Square’s evolving Cube library (it’s still early version 0) enables web developers to easily deliver real-time charting of streaming time-series data on dynamic web pages:

Cube is an open-source system for visualizing time series data, built on MongoDB, Node and D3. If you send Cube timestamped events (with optional structured data), you can easily build realtime visualizations of aggregate metrics for internal dashboards.

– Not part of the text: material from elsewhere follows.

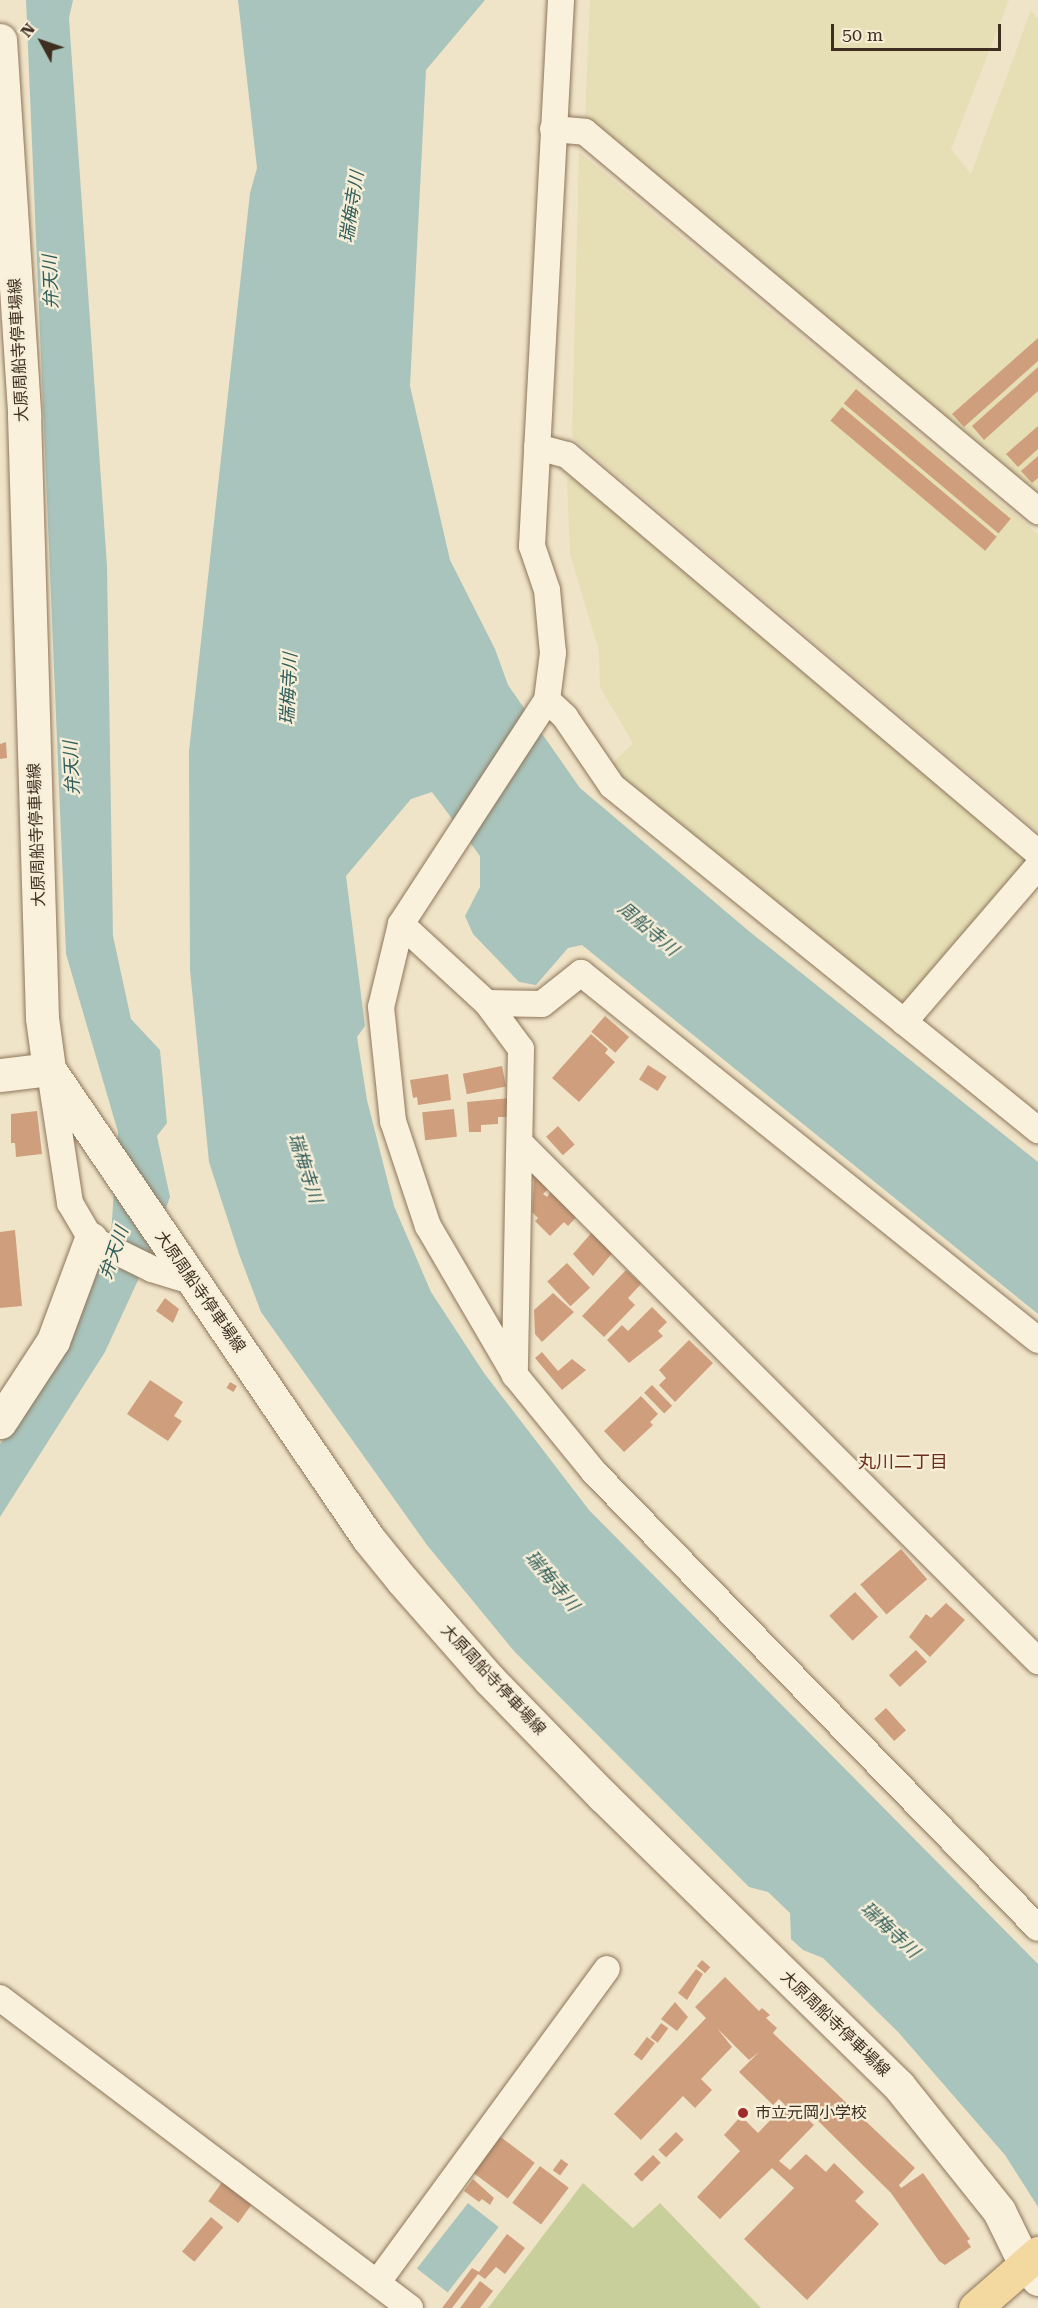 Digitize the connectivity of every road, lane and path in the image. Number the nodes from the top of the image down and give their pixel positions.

I’ve spend a large chunk of my professional life working at IT system management vendors, each of whom spent significant resources to build and deliver proprietary event and time-series data analysis and visualization tools. In the last few years there have been successful open source discrete event monitoring and management tools (threshold, alert, etc) that really disrupted the market of old school proprietary event solutions.  Open source time-series solutions like Cube have similar potential to disrupt proprietary time-series analysis markets.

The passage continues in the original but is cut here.